(Records)

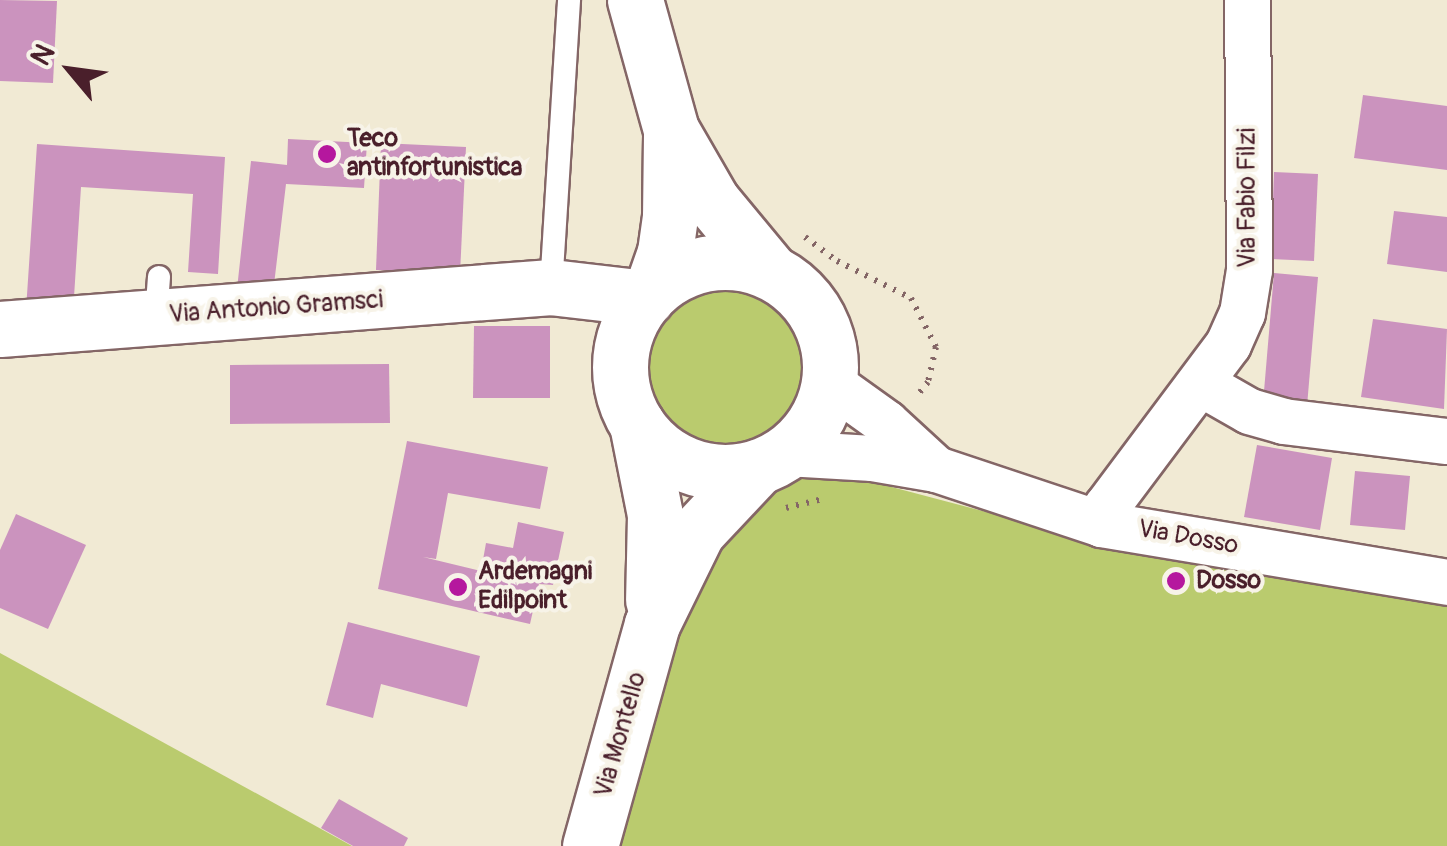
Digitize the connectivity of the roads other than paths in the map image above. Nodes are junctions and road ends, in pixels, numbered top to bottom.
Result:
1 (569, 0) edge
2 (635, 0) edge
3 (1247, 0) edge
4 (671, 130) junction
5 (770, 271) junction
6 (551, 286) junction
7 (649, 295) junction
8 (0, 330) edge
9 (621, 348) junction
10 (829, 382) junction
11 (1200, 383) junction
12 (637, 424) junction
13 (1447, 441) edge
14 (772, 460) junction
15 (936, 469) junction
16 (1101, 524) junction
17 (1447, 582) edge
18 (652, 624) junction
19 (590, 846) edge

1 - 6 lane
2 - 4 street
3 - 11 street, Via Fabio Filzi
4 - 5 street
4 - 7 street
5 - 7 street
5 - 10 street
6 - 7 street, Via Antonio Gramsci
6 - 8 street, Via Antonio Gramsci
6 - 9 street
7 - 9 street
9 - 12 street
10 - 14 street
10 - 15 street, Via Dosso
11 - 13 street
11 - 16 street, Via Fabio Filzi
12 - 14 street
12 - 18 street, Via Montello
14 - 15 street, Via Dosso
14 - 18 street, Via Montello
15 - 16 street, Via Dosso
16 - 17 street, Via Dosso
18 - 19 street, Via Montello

(End Records)

Write the records above out again word for word, skipping each picture.

- _Written solution_
Digitize the connectivity of the roads other than paths in the map image above. Nodes are junctions and road ends, in pixels, numbered top to bottom.
Result:
1 (569, 0) edge
2 (635, 0) edge
3 (1247, 0) edge
4 (671, 130) junction
5 (770, 271) junction
6 (551, 286) junction
7 (649, 295) junction
8 (0, 330) edge
9 (621, 348) junction
10 (829, 382) junction
11 (1200, 383) junction
12 (637, 424) junction
13 (1447, 441) edge
14 (772, 460) junction
15 (936, 469) junction
16 (1101, 524) junction
17 (1447, 582) edge
18 (652, 624) junction
19 (590, 846) edge

1 - 6 lane
2 - 4 street
3 - 11 street, Via Fabio Filzi
4 - 5 street
4 - 7 street
5 - 7 street
5 - 10 street
6 - 7 street, Via Antonio Gramsci
6 - 8 street, Via Antonio Gramsci
6 - 9 street
7 - 9 street
9 - 12 street
10 - 14 street
10 - 15 street, Via Dosso
11 - 13 street
11 - 16 street, Via Fabio Filzi
12 - 14 street
12 - 18 street, Via Montello
14 - 15 street, Via Dosso
14 - 18 street, Via Montello
15 - 16 street, Via Dosso
16 - 17 street, Via Dosso
18 - 19 street, Via Montello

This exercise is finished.